I'm mostly working with REST these days and I curse the HTTP protocol and URIs, etc. that are a mishmash of hacks to get it work with 7-bit charsets. At one occasion I said: "Just because something has a 30 year old RFC doesn't mean it's suitable for use in _today's_ applications." Standards can just as much hold back and prevent better ideas from emerging as they can help with interoperability.
The "I'm just doing my job" mentality often gets us in very bad situations down the road (be it for Privacy, Ecology, Standards, etc.)
Totally agree that for "getting the job done" and having free tools then yes CUDA is better.
For your REST example, I understand your frustration, but now think what would it be like without standards :
You would have to pay 100$ to use Apple.iHTTP©®™ + implement a version for Google G.HTTP + implement yet another version for Microsoft Visual.HTTP™. For each you would have to get a licence, agree to conditions, you would have to buy both a windows & mac because ofc they wouldn't be cross platform, each one would only work in one browser, they could decide over a night to remove your right to use HTTP, Microsoft Visual.HTTP dev tools would be crap but couldn't use the cool one from another company because not compatible, etc.

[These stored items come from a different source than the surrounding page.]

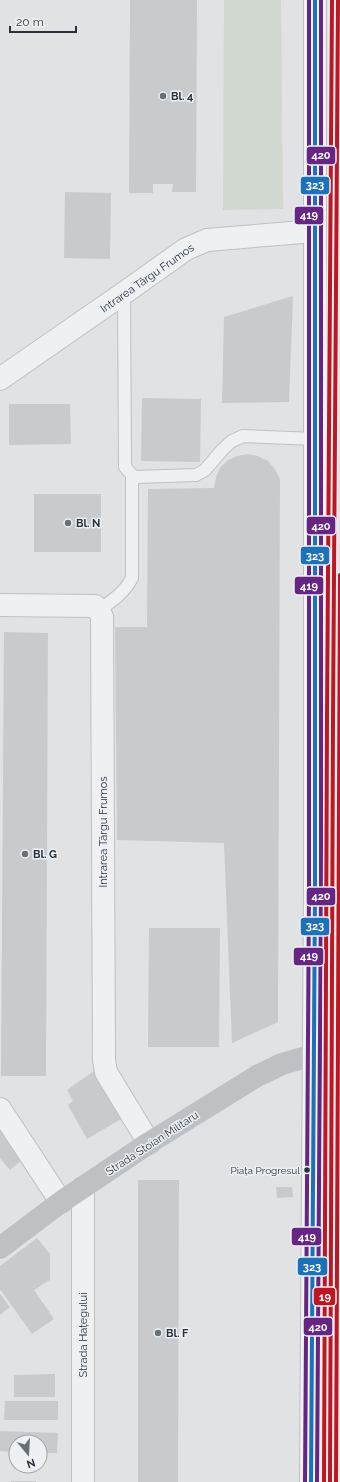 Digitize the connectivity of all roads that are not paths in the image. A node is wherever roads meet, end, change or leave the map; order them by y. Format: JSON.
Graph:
{"nodes":[{"id":1,"x":315,"y":0,"type":"edge"},
{"id":2,"x":315,"y":231,"type":"junction"},
{"id":3,"x":124,"y":294,"type":"junction"},
{"id":4,"x":0,"y":379,"type":"edge"},
{"id":5,"x":315,"y":439,"type":"junction"},
{"id":6,"x":132,"y":475,"type":"junction"},
{"id":7,"x":0,"y":605,"type":"edge"},
{"id":8,"x":100,"y":610,"type":"junction"},
{"id":9,"x":314,"y":955,"type":"junction"},
{"id":10,"x":340,"y":956,"type":"edge"},
{"id":11,"x":313,"y":1055,"type":"junction"},
{"id":12,"x":0,"y":1109,"type":"edge"},
{"id":13,"x":149,"y":1143,"type":"junction"},
{"id":14,"x":83,"y":1188,"type":"junction"},
{"id":15,"x":61,"y":1202,"type":"junction"},
{"id":16,"x":0,"y":1248,"type":"edge"},
{"id":17,"x":83,"y":1482,"type":"edge"},
{"id":18,"x":311,"y":1482,"type":"edge"}],
"edges":[{"from":1,"to":2,"type":"main road"},
{"from":2,"to":3,"type":"street","name":"Intrarea Târgu Frumos"},
{"from":2,"to":5,"type":"main road"},
{"from":3,"to":4,"type":"street","name":"Intrarea Târgu Frumos"},
{"from":3,"to":6,"type":"lane"},
{"from":5,"to":6,"type":"lane"},
{"from":5,"to":9,"type":"main road"},
{"from":6,"to":8,"type":"lane"},
{"from":7,"to":8,"type":"street"},
{"from":8,"to":13,"type":"street","name":"Intrarea Târgu Frumos"},
{"from":9,"to":10,"type":"street"},
{"from":9,"to":11,"type":"main road"},
{"from":11,"to":13,"type":"street","name":"Strada Stoian Militaru"},
{"from":11,"to":18,"type":"main road"},
{"from":12,"to":15,"type":"street"},
{"from":13,"to":14,"type":"street","name":"Strada Stoian Militaru"},
{"from":14,"to":15,"type":"street","name":"Strada Stoian Militaru"},
{"from":14,"to":17,"type":"street","name":"Strada Hațegului"},
{"from":15,"to":16,"type":"street","name":"Strada Stoian Militaru"}]}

Might seems like an exaggeration but when you look at the Epic vs. Apple, Google AMP, DirectX & Metal, Apple developer fees & conditions, Web DRMs, the lack of cross-compability, etc. Well that's what HTTP would look like if people didn't care about standard.
Also standard don't have to always be backward compatible (for e.g OpenGL vs. Vulkan) that's specific to the web, not to standardisation.
Are you blaming NVIDIA for Vulkan not being on par with their proprietary APIs? Presumably Nvidia is not sabotaging Vulkan, rather the issue could be that Vulkan is an abstraction that supports multiple GPUs, and that improving Vulkan is resource intensive.
They don't even have to do that. All they have to do is allow nouveau to actually drive the graphics card. Maybe it won't be as performant as the proprietary driver but it will actually work out of the box with no system instability.
They have been buying some other data center/HPC companies as well this year like Mellanox and Cumulus, to me it almost seems like they want to own the entire data center stack and eventually provide a similar offering as AWS, Azure and Google Cloud.
AWS has been deploying at least one ARM chip (Annapurna/Nitro) on every single EC2 server for 5+ years. Surely they would have made sure their license ensures future rights to keep using ARM at a reasonable price. Their Graviton instances are effectively just one more ARM chip, so an Intel instance has 2 Arm chips (1 for EBS, 1 for networking) while a Graviton/Arm instance has 3 (EBS, networking, CPU).
Unless the Arm license reads something like "If you make a really big multi-core chip we get to charge you more"... how does the x86 -> Arm transition actually move the needle for Arm Holdings / Nvidia?
2. If it's Nvidia / Arm actually selling the CPU (and not just the ISA) you'd expect margins to be higher again.
The hyperscale/cloud datacenter market is single-digit millions of CPUs shipped per year. So if the whole cloud went to Arm tomorrow it would be less than 1% of total Arm chip shipments.
My point is that unless there's a way to extract higher $ per chip in the datacenter then actually it doesn't make a difference for Arm.
Edit: By datacenter market I'm really referring to AWS/GCP/Azure... the rest of the market ain't going en-masse to Arm anytime soon.
That wouldn't make business sense.
But it also wouldn't make business sense for Amazon to hang their hat on ARM without assurances or contractual guarantees that they can keep selling ARM chips for a reasonable price into the future. Where I define "reasonable" as Arm taking a much, much smaller cut of the final price than what Intel can do.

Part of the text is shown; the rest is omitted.